• **What to produce**
A single number is the whole answer: the count of lines in these entries that hold "from".

• **The input**
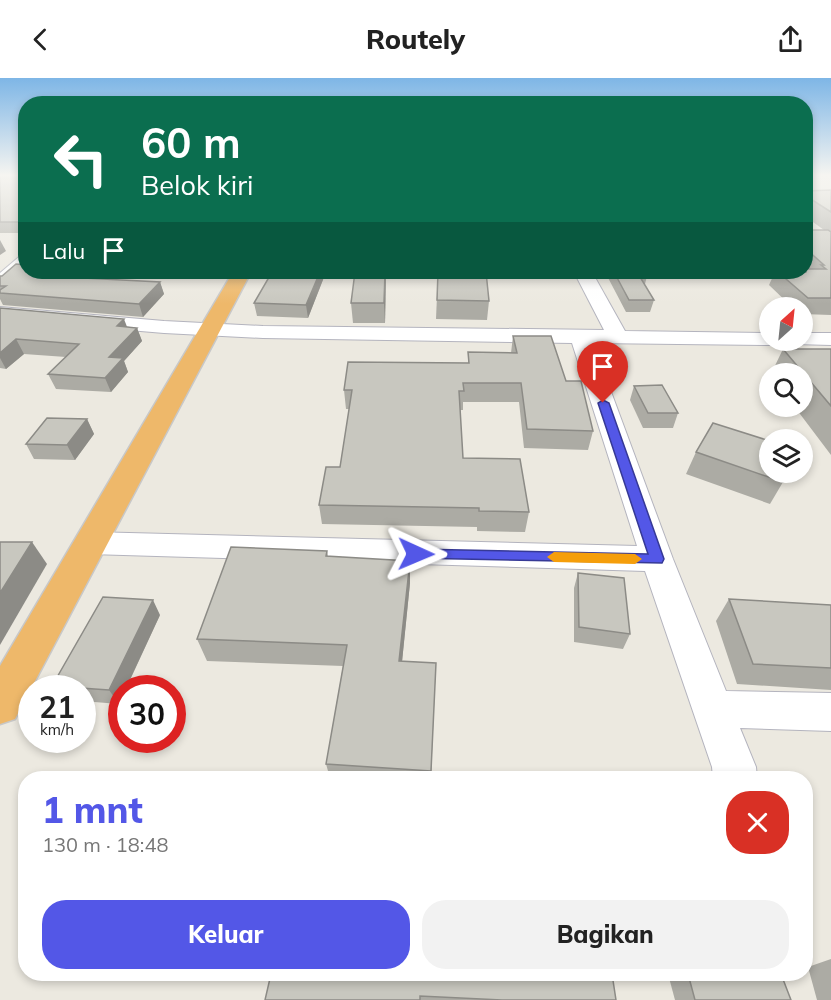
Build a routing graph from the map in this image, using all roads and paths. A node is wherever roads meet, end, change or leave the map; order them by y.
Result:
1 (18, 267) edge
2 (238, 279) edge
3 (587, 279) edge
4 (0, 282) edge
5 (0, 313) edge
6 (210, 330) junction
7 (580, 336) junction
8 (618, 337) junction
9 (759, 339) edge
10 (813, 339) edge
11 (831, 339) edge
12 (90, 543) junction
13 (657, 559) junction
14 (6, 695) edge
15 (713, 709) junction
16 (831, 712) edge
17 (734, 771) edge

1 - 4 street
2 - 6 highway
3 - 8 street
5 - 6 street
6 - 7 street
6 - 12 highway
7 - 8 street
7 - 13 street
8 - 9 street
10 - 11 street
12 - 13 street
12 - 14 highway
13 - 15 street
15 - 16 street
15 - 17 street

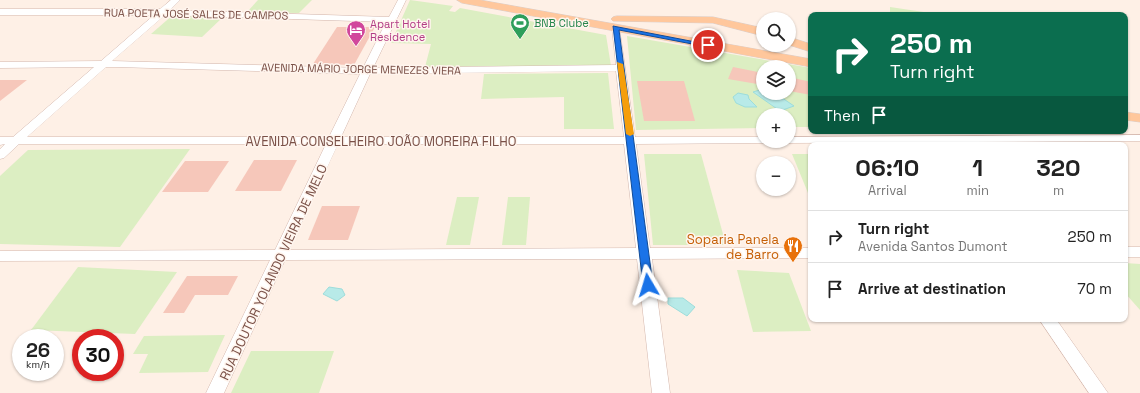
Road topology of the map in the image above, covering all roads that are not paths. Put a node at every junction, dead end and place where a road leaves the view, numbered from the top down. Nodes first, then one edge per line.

* * *

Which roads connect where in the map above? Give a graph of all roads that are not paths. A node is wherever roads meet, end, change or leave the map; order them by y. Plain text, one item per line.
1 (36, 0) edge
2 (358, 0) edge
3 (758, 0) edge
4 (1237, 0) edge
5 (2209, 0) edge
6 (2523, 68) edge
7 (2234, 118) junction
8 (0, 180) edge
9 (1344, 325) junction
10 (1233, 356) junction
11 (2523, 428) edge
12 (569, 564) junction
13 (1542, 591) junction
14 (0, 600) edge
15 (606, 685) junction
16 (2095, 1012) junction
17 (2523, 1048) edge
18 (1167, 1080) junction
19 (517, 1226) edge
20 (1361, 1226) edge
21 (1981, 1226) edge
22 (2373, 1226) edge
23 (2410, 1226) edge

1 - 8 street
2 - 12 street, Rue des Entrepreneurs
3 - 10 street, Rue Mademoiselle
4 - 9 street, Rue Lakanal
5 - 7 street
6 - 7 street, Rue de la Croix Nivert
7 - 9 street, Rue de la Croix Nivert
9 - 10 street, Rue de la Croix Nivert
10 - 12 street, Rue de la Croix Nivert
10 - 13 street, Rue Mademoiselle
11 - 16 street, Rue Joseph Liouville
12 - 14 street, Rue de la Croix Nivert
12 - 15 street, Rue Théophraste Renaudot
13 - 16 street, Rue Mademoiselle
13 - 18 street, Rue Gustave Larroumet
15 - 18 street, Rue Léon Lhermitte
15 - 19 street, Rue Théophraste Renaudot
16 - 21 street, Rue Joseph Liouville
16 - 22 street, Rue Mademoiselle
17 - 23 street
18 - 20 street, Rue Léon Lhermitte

• **Exercise response**
2